The records Block Start

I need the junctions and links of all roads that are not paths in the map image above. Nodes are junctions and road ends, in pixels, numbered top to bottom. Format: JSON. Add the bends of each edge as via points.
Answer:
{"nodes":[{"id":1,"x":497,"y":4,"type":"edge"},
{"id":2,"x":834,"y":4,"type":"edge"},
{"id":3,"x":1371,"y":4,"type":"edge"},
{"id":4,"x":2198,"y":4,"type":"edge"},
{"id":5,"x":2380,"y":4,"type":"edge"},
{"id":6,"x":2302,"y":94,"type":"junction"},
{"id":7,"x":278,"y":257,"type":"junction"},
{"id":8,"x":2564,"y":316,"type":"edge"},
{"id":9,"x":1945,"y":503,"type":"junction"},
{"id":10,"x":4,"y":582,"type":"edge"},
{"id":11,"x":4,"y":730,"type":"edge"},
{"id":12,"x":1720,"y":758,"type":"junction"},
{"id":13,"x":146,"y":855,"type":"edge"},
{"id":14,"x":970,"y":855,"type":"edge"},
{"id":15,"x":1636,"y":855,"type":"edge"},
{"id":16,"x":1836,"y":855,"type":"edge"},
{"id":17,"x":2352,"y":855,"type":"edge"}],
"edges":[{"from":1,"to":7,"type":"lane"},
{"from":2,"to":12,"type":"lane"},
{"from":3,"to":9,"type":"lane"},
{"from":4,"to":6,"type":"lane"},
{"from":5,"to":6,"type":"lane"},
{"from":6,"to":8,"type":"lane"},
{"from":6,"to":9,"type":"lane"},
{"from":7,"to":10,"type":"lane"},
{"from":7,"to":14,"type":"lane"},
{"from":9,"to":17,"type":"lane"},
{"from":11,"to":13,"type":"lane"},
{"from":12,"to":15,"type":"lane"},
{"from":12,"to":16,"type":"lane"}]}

The records Block End

» What to do
Write out the material above exactly and in full.

» Response
I need the junctions and links of all roads that are not paths in the map image above. Nodes are junctions and road ends, in pixels, numbered top to bottom. Format: JSON. Add the bends of each edge as via points.
Answer:
{"nodes":[{"id":1,"x":497,"y":4,"type":"edge"},
{"id":2,"x":834,"y":4,"type":"edge"},
{"id":3,"x":1371,"y":4,"type":"edge"},
{"id":4,"x":2198,"y":4,"type":"edge"},
{"id":5,"x":2380,"y":4,"type":"edge"},
{"id":6,"x":2302,"y":94,"type":"junction"},
{"id":7,"x":278,"y":257,"type":"junction"},
{"id":8,"x":2564,"y":316,"type":"edge"},
{"id":9,"x":1945,"y":503,"type":"junction"},
{"id":10,"x":4,"y":582,"type":"edge"},
{"id":11,"x":4,"y":730,"type":"edge"},
{"id":12,"x":1720,"y":758,"type":"junction"},
{"id":13,"x":146,"y":855,"type":"edge"},
{"id":14,"x":970,"y":855,"type":"edge"},
{"id":15,"x":1636,"y":855,"type":"edge"},
{"id":16,"x":1836,"y":855,"type":"edge"},
{"id":17,"x":2352,"y":855,"type":"edge"}],
"edges":[{"from":1,"to":7,"type":"lane"},
{"from":2,"to":12,"type":"lane"},
{"from":3,"to":9,"type":"lane"},
{"from":4,"to":6,"type":"lane"},
{"from":5,"to":6,"type":"lane"},
{"from":6,"to":8,"type":"lane"},
{"from":6,"to":9,"type":"lane"},
{"from":7,"to":10,"type":"lane"},
{"from":7,"to":14,"type":"lane"},
{"from":9,"to":17,"type":"lane"},
{"from":11,"to":13,"type":"lane"},
{"from":12,"to":15,"type":"lane"},
{"from":12,"to":16,"type":"lane"}]}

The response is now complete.